I have been training in one way or another for over 30 years – longer than some of our students have been alive – but after years in the gym making myself bigger and stronger I found something else. Something better. However, I don’t really want to write about the physical side today so much as the more spiritual – and in particular the Confucian principles of which Dave speaks in class.
Unlike some of my Kung Fu brothers and sisters I am no particular student of Eastern philosophy or culture and what I say here is based on what I have picked up from others in class, so apologies in advance for any misunderstandings on my part! But, as I understand it, some of the basic principles on which our art is based are the Confucian values of filial piety, respect and humility. And what’s not to like about that? Particularly in the increasingly disrespectful and brash world we inhabit these days, with its thinly-veiled contempt for the old and pervasive culture of “humblebrag”?
When I started Kung Fu it was not particularly thought-through or considered. I encouraged my children Seren and Henry to start because I wanted them to “do a martial art” both for the physical benefits but also in the hope that it would involve discipline and respect in some way, shape or form. It was hugely successful! Obviously my wife and I are world-class parents and the virtues of respect and humility that Kung Fu brings were values we had been trying to instil in the children all along (that’s my story anyway). But I found it compelling as I observed the children’s progress. So I started too. And here we are, approaching 10 years later.

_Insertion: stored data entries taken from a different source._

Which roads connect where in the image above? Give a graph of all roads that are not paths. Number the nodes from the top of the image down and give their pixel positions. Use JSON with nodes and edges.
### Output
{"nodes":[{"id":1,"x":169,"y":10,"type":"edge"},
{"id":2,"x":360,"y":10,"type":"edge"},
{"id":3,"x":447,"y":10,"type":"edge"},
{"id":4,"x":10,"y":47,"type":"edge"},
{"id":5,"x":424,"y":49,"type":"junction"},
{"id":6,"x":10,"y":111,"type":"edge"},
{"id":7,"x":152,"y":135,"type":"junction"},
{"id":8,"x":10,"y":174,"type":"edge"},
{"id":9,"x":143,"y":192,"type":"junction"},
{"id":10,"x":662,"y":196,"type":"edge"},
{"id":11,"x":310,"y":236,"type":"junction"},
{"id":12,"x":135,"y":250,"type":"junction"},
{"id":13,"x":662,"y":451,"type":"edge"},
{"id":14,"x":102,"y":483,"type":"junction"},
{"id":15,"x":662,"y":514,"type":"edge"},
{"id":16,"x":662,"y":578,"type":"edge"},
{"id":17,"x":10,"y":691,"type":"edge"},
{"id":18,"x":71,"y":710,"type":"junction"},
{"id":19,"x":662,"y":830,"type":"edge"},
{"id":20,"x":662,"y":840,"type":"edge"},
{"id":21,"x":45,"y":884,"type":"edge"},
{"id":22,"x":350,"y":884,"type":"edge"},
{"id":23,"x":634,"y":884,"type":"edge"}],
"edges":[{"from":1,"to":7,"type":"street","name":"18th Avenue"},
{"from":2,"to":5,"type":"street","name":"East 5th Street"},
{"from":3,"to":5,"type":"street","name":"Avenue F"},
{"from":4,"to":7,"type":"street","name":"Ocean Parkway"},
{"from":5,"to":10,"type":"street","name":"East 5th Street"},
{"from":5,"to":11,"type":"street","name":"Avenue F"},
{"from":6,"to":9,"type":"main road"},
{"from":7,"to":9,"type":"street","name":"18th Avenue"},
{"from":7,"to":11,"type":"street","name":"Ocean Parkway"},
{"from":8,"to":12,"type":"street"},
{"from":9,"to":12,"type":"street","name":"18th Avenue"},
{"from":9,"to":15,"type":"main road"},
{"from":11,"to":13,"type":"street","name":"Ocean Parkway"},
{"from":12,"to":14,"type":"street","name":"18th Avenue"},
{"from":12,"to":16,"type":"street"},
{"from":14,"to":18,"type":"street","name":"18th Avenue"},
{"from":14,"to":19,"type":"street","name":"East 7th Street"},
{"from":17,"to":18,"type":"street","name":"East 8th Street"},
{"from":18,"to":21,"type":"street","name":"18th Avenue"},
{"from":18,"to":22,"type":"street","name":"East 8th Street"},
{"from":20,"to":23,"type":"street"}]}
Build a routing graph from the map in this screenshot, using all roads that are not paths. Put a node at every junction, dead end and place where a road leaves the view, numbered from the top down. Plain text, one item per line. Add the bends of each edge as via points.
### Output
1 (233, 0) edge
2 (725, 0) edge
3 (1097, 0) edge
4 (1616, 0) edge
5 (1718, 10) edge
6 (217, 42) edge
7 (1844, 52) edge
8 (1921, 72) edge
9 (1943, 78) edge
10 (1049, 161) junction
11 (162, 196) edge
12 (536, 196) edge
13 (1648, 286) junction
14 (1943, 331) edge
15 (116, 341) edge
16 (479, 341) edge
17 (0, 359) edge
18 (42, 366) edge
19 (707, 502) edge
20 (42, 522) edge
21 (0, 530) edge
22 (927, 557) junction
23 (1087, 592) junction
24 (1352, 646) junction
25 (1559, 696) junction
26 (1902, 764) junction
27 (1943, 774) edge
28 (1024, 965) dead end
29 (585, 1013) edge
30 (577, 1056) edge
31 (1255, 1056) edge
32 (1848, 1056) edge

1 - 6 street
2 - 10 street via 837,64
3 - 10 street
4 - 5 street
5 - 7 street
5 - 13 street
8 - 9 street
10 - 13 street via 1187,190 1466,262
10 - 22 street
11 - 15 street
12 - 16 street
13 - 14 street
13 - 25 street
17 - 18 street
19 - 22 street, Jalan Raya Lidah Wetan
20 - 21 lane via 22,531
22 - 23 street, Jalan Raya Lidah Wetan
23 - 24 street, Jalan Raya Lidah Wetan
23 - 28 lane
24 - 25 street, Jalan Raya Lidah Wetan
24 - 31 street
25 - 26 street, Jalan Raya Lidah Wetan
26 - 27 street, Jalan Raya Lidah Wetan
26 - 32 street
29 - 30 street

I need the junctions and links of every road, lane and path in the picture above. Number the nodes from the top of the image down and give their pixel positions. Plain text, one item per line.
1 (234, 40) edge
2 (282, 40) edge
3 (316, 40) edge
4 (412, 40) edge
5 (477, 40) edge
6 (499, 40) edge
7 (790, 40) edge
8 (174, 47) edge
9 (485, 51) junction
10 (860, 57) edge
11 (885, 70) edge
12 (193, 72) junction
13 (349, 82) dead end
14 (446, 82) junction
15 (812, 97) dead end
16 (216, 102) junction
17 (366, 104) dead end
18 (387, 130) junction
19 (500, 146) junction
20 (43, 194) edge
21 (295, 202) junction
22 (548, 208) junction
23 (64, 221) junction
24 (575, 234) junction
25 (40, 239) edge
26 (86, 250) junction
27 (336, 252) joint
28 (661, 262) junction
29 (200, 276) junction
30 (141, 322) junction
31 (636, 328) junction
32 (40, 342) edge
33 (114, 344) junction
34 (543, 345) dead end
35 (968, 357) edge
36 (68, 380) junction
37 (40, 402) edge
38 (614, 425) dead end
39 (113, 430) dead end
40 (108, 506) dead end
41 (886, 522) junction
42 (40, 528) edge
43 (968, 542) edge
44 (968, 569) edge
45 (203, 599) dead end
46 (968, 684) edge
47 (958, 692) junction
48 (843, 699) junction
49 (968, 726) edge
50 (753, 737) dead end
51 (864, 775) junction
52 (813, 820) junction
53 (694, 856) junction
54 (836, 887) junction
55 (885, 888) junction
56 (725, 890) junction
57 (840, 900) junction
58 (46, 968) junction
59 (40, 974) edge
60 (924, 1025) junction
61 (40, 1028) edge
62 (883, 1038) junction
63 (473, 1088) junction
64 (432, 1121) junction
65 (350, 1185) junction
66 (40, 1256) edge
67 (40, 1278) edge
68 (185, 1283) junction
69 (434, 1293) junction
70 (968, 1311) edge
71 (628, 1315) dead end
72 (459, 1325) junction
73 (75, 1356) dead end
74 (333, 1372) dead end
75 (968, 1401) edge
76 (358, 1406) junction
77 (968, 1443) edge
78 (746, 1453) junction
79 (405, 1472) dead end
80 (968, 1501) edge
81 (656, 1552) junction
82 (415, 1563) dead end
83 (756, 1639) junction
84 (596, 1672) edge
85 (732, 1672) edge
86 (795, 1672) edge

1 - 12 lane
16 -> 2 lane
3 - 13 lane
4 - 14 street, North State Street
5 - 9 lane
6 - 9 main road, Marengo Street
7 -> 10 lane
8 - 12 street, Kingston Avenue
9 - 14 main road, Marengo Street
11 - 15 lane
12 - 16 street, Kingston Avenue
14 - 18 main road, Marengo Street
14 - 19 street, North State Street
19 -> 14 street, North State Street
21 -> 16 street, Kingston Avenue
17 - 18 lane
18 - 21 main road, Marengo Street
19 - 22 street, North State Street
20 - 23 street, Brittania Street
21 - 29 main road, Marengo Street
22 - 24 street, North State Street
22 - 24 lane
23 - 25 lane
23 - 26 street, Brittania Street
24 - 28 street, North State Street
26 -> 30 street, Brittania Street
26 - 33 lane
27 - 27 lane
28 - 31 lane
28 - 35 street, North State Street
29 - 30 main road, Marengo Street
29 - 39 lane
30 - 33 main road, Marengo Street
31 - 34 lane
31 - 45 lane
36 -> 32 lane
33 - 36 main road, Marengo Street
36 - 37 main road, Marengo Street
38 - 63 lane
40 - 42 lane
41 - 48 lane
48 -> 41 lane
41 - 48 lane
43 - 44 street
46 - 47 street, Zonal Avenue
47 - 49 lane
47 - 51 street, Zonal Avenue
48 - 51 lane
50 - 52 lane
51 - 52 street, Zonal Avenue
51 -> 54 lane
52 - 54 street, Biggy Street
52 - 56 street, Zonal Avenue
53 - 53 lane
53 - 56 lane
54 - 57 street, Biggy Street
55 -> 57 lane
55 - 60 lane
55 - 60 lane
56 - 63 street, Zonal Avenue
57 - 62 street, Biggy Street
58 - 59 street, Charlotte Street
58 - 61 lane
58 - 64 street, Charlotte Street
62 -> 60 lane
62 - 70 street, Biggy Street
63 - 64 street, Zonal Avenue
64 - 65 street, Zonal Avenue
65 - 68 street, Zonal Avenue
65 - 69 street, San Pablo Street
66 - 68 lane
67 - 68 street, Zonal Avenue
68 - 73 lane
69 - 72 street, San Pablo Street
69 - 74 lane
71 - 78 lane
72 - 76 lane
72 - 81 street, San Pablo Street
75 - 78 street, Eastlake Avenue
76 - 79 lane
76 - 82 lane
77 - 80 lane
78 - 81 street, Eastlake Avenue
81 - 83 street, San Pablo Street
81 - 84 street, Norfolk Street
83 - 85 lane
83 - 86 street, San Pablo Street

Anyway, what am I actually writing about? Humility, really.
Dave often speaks of how we must, as martial artists, be humble. To put it another way: “with great power comes great responsibility”. And that must be right, mustn’t it? After all, some of the techniques we are being taught are really pretty scary when you think about it, and it must be better for that knowledge to reside in someone thoughtful, respectful and humble than someone that is none of those things?
Kung Fu has transformed me physically, and made me able to do things I simply could not do before (when I was younger and stronger!). But it has also made me a better human. And I say that (the sort of statement about which I would usually be extremely sceptical) because it isn’t just the physical side that I am talking about, rather it is the mutual respect that we are all encouraged to develop.
In our Kung Fu club we are a family. We are Kung Fu brothers and sisters together. And the oldest is the one that has been training the longest. I was a relatively late starter with ‘the Fu’ after following the kids into it. So for some time (err… years) I was frequently the most junior person in the room. When we went out for dinner together as a club it was often my job to serve the rice (the job of the most martially junior person).
“So what” you say?
Well… it is, I believe, a powerful thing to be serving other people, to be waiting on rather than waited upon. When I told my colleagues at work about this they found it implausible to say the least. That may tell you more about them than anything else, but as I have repeatedly said to them, I have found it to be a very positive thing indeed, a good antidote to creeping self-importance: to put it more bluntly, “getting over myself”.
It is a small thing I suppose, but a very concrete example of the philosophy Dave encourages us to adopt in class and life: to show respect and consideration to others, and to be humble about our place in the world. These are not, in my humble opinion, virtues that today’s individualistic society particularly encourages, and that is our society’s loss. I am extremely proud to be a part of a club – no, a family – that does encourage them. That, for me, is just as important as all the punches, blocks and fancy kicks.